In 2000, Raniere filed a patent for the “rational inquiry method,” which would serve as the basis for ESP. Raniere’s reputation as the “smartest man alive,” combined with Salzman’s credentials as a nurse and NLP expert, allowed the group to rack up many high-profile supporters fairly early on, most notably Clare and Sara Bronfman, the heiresses to the Seagram’s liquor fortune, who would later go on to spend nearly $140 million bankrolling the group’s lawsuits against Natalie and other detractors. The patented ESP “technology” allowed Raniere to “couch” the group’s methods by basing them in “rational thought,” says Josh Bloch, an investigative journalist and host of the CBC podcast Escaping NXIVM: “I could see how that would sound very attractive to someone who might be turned off by flaky or nonscientific messaging.”
Underneath that thin patina of pseudoscience, however, the leader of NXIVM had some pretty strange ideas. Chief among them were his theories about gender, which emerged into sharper relief as the group gained influence. “One thing that was [taught] was that men biologically, by their nature are primitive. They want to propagate. They want to create more children to create a tribe,” says Barbara Bouchey, a former Raniere girlfriend and high-ranking NXIVM member who left the group in 2009. “So men and their biological chemistry were prone to want to have multiple partners, whereas women based on their biological nature were at home in the cave caring for people.”
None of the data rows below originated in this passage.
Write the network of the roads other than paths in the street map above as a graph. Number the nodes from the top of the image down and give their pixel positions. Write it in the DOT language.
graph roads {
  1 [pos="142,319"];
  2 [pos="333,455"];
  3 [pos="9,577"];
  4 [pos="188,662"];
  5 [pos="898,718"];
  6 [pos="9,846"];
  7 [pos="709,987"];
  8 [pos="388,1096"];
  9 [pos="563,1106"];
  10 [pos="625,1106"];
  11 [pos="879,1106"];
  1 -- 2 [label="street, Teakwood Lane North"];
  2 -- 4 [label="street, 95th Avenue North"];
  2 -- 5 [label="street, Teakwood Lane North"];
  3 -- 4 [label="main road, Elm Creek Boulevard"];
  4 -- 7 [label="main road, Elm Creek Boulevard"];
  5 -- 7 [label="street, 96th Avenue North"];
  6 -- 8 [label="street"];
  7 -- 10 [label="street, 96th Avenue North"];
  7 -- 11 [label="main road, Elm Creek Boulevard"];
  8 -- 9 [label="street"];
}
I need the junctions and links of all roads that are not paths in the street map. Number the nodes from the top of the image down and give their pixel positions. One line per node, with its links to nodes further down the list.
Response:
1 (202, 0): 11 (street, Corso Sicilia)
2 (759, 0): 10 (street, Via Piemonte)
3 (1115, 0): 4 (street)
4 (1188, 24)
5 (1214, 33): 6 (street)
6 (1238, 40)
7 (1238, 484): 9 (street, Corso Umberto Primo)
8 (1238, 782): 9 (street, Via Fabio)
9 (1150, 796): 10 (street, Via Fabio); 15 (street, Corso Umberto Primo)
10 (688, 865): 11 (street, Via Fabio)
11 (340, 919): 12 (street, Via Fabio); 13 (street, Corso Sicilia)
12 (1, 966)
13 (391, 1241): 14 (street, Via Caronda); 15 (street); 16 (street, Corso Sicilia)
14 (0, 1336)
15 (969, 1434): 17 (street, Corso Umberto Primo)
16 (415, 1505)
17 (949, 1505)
During the trial, it was often argued by the prosecution that such teachings served as a way to justify Raniere’s polyamorous lifestyle. But this is not exactly true. Only the highest-ranking NXIVM members were aware that Raniere was sleeping with most of the female board members, with most of the group’s lower-ranking members believing him to be something akin to a renunciate. The group “operated in silos,” says Bloch. “[The leadership] did a very good job with the left hand not knowing what the right hand was doing.” Indeed, both Bouchey and Natalie deny having had any knowledge of Raniere’s extracurricular sexual activities while they were involved with him; when Natalie discovered graphic nude photos of “the girls” after their breakup, she said she felt devastated by the betrayal, particularly by Cafritz, whom she had considered “like a sister.”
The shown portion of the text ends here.